By then, Clement was also a director, whose films included To Catch a Spy, a thriller that he and La Frenais had intended to be light-hearted, until he met his leading man, Kirk Douglas: ‘The first thing he said to me, before “Hello”, was “I can’t play comedy”.’ On the plus side, the film also starred Trevor Howard, who ‘was lovely. He did drink a lot, so in the evenings he was a little sozzled — but he was a delightful man.’

Clement’s directing career meant that he and La Frenais, while ‘still intertwined’, worked separately for a bit. La Frenais created Lovejoy and wrote Spender with Jimmy Nail. Clement did an unproduced screenplay with somebody else, who admitted to feeling like ‘the other woman’ whenever La Frenais popped in.
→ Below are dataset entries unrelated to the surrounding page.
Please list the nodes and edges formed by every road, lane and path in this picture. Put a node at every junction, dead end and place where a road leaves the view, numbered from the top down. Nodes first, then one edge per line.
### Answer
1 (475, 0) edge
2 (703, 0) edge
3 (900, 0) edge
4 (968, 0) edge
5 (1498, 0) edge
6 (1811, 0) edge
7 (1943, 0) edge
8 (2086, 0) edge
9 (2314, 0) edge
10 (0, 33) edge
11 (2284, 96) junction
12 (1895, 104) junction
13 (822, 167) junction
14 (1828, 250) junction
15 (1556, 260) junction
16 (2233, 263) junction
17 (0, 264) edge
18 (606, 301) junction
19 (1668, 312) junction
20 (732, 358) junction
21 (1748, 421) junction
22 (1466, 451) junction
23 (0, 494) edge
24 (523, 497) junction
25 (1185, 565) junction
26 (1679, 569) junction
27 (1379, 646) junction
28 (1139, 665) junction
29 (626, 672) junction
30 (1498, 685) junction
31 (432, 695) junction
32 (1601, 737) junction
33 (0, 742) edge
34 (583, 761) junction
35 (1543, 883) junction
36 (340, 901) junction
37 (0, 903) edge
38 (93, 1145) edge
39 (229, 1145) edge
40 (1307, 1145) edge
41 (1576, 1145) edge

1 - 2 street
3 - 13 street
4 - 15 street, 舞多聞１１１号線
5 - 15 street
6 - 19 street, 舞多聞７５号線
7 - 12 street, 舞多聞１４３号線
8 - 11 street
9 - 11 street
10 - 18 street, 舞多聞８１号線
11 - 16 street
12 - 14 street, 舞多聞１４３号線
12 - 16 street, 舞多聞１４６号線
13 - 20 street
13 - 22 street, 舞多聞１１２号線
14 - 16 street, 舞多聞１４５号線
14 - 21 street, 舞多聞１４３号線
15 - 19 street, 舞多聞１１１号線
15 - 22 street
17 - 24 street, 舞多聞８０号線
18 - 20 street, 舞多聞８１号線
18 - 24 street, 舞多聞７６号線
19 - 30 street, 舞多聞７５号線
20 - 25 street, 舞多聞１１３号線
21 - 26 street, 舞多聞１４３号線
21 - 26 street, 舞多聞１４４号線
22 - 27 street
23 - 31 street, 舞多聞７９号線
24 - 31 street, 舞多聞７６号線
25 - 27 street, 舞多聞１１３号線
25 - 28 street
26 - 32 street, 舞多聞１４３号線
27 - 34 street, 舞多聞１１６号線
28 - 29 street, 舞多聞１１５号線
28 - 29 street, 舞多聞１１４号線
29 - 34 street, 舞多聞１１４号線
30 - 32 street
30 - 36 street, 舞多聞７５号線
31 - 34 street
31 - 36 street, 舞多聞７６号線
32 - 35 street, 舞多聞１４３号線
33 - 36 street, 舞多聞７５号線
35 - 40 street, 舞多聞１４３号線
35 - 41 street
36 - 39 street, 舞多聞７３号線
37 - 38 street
Before long, though, those 9.30 visits resumed — as did their unusually harmonious relationship. ‘I can remember a couple of minor spats,’ says Clement. ‘But when we do have a falling out, it’s usually because there’s something wrong with the piece. I used to say glibly that Ian was better at dialogue and I was better at structure, but I’m not sure that’s really true now.’ Nor does he agree with the theory that every writing partnership needs a boss. ‘I don’t think there’s a boss with us, and I don’t think there was with Galton and Simpson who were our gods when we started out.’

But that mention of starting out soon returns Clement to his central theme. In the 1960s he and La Frenais wrote two films for Michael Winner. ‘And we thought this is just what happens. You write a script, it gets made and you move on to the next one.’ Now, the scrutiny is much more ‘neurotic’, not just beforehand, but also once the production is under way, with executives supplying screeds of contradictory notes — or, as Clement prefers to put it, ‘talking the whole thing to death’. ‘When we first did The Likely Lads, I was very hurt that nobody from the BBC came to see it. In hindsight we were so bloody lucky that nobody was interfering.’

In the circumstances, Clement and La Frenais, who’s 83 this month, could be forgiven for taking their choice of any number of laurels to rest on. But, luckily for both, neither is keen on doing what Alan Simpson did in 1978, after a mere 30 years writing with Ray Galton. ‘I hate the idea of retirement,’ says Clement. ‘Even when I was 17 I thought “retire” was a miserable word. It’s one thing if you’ve hated your job. But you retire and the next step is the grave.’ And with that, he’s back to his plans for the future, starting with Chasing Bono transferring to a bigger theatre.